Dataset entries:
------------------------------------------------------------------------

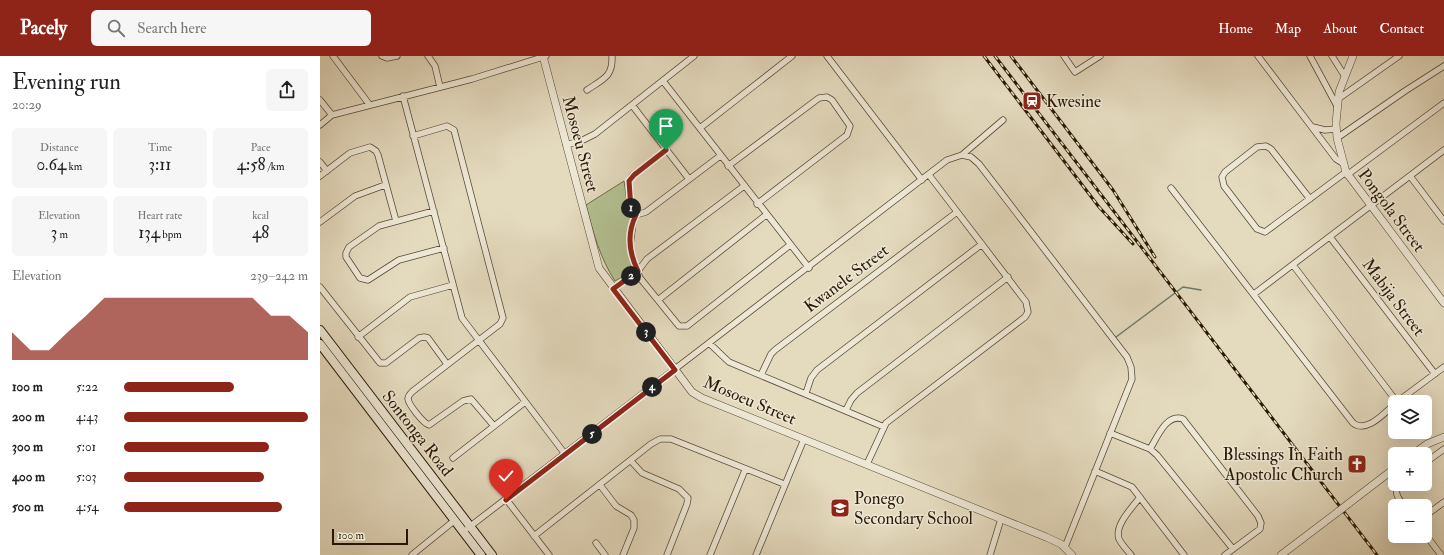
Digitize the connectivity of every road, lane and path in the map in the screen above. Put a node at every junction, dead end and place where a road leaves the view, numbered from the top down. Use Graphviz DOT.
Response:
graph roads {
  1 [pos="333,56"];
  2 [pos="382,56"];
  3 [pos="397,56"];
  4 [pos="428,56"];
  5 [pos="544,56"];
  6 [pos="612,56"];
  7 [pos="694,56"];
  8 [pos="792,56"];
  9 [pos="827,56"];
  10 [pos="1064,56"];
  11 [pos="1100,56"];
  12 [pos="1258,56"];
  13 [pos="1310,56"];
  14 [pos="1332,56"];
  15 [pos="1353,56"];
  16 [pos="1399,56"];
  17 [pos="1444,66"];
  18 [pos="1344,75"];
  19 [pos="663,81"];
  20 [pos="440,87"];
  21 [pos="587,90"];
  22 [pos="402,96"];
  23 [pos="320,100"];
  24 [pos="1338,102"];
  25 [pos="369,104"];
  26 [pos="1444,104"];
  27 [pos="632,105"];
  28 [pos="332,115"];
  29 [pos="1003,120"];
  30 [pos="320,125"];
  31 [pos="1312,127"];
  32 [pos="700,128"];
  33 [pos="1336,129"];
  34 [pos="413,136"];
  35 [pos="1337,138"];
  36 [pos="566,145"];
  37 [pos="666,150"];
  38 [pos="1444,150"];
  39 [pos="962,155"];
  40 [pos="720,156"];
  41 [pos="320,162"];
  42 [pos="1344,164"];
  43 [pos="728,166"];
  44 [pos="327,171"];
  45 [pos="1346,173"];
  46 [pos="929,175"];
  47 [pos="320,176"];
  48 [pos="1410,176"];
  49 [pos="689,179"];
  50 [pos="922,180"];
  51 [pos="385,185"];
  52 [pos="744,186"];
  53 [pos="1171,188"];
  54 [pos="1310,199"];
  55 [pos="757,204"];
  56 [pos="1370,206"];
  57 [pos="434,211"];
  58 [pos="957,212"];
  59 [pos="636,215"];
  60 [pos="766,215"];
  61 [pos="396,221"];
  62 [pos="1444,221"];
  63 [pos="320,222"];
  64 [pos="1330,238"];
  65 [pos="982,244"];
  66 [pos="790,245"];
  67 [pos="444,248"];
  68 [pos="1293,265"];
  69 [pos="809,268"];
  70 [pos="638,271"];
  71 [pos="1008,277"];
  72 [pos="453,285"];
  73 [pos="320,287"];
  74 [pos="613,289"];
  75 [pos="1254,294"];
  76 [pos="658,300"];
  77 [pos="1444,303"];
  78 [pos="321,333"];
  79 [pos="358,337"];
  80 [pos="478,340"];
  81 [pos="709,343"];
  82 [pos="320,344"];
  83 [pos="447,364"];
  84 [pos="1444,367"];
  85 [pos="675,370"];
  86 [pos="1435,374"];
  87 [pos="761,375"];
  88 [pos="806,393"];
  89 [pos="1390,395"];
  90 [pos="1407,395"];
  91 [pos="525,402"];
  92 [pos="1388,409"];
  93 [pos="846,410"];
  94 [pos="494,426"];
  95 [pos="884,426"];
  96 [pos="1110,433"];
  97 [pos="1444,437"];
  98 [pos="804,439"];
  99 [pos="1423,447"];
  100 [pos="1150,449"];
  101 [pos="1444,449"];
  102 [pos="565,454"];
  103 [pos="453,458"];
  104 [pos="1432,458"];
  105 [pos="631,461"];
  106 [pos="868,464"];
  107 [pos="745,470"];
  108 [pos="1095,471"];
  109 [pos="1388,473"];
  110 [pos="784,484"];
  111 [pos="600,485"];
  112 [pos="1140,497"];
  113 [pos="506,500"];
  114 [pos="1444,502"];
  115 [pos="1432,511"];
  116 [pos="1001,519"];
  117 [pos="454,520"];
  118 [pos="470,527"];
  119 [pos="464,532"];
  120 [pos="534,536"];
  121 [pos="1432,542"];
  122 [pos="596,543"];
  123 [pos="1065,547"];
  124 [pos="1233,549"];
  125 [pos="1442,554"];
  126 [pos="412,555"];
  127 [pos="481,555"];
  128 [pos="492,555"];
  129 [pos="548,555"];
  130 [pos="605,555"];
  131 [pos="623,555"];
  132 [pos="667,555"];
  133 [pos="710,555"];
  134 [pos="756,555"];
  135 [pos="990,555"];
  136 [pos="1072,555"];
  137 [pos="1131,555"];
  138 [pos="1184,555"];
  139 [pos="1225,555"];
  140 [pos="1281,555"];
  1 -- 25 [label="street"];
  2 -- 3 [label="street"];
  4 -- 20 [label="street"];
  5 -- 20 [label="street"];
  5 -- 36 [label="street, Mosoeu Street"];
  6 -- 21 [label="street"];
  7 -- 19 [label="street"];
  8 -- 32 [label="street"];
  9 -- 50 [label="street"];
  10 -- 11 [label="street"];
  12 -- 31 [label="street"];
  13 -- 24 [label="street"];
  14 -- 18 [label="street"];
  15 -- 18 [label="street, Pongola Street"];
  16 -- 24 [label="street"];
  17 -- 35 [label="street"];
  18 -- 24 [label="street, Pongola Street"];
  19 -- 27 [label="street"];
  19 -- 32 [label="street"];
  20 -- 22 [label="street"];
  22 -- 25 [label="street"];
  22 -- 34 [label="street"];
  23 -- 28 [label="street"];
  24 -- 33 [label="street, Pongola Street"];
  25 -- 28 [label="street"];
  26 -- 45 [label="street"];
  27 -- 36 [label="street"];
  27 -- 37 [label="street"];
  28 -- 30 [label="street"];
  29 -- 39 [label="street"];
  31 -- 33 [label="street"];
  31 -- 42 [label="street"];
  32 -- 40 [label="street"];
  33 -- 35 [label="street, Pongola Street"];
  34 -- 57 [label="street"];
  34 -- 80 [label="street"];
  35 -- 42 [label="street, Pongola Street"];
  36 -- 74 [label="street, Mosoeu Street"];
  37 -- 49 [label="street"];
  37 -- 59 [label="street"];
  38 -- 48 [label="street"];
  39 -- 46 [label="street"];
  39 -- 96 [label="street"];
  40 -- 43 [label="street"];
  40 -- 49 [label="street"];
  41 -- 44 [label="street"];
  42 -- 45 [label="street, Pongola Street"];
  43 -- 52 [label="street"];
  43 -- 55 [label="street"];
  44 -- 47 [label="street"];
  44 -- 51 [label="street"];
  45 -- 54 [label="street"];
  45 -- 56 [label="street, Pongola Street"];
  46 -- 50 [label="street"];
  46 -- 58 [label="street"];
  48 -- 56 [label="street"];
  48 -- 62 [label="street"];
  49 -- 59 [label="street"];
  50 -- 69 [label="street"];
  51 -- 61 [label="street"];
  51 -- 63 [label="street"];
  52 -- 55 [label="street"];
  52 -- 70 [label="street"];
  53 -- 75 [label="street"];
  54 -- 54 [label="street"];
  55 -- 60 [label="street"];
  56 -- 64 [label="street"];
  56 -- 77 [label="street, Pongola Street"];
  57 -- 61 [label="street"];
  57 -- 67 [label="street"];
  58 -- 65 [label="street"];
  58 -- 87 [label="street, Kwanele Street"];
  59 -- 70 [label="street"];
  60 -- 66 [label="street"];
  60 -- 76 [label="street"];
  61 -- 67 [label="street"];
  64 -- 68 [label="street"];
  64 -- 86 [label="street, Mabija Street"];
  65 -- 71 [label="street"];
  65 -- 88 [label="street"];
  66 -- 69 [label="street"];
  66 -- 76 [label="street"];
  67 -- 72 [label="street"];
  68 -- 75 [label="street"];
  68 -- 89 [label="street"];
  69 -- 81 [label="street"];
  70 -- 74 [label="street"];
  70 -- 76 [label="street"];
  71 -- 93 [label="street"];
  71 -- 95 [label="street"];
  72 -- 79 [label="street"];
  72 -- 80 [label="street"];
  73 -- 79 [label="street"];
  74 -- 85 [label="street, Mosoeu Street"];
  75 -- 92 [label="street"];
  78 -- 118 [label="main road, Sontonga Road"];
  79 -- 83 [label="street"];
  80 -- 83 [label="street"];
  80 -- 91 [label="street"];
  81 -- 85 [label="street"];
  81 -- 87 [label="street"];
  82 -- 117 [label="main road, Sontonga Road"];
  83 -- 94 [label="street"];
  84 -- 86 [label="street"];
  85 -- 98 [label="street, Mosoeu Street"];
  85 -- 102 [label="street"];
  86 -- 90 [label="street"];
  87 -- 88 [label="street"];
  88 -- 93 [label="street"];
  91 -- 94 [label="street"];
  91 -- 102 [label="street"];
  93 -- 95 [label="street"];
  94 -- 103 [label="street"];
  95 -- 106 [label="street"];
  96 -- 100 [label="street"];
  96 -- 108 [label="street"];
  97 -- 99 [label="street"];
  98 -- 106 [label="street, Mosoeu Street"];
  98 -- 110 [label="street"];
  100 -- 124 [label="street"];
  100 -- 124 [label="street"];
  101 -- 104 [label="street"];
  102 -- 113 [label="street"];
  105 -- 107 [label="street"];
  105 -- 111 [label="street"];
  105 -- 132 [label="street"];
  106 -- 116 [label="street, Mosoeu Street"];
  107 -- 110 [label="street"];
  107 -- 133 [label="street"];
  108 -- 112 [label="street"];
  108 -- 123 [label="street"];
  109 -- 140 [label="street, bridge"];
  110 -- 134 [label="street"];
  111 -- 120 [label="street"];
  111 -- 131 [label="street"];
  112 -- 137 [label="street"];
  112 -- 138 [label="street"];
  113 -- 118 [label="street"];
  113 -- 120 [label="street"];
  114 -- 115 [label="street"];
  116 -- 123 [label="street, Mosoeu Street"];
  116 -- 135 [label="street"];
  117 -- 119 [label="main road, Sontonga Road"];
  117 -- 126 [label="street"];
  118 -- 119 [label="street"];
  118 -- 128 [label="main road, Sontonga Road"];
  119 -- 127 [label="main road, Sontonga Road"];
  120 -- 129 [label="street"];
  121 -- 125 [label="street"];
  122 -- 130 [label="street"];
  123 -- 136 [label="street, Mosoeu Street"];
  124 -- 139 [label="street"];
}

------------------------------------------------------------------------

- [The problem]:
For this exercise, gather every line of the data that contains the word "Mosoeu".

- [Output for this exercise]:
  5 -- 36 [label="street, Mosoeu Street"];
  36 -- 74 [label="street, Mosoeu Street"];
  74 -- 85 [label="street, Mosoeu Street"];
  85 -- 98 [label="street, Mosoeu Street"];
  98 -- 106 [label="street, Mosoeu Street"];
  106 -- 116 [label="street, Mosoeu Street"];
  116 -- 123 [label="street, Mosoeu Street"];
  123 -- 136 [label="street, Mosoeu Street"];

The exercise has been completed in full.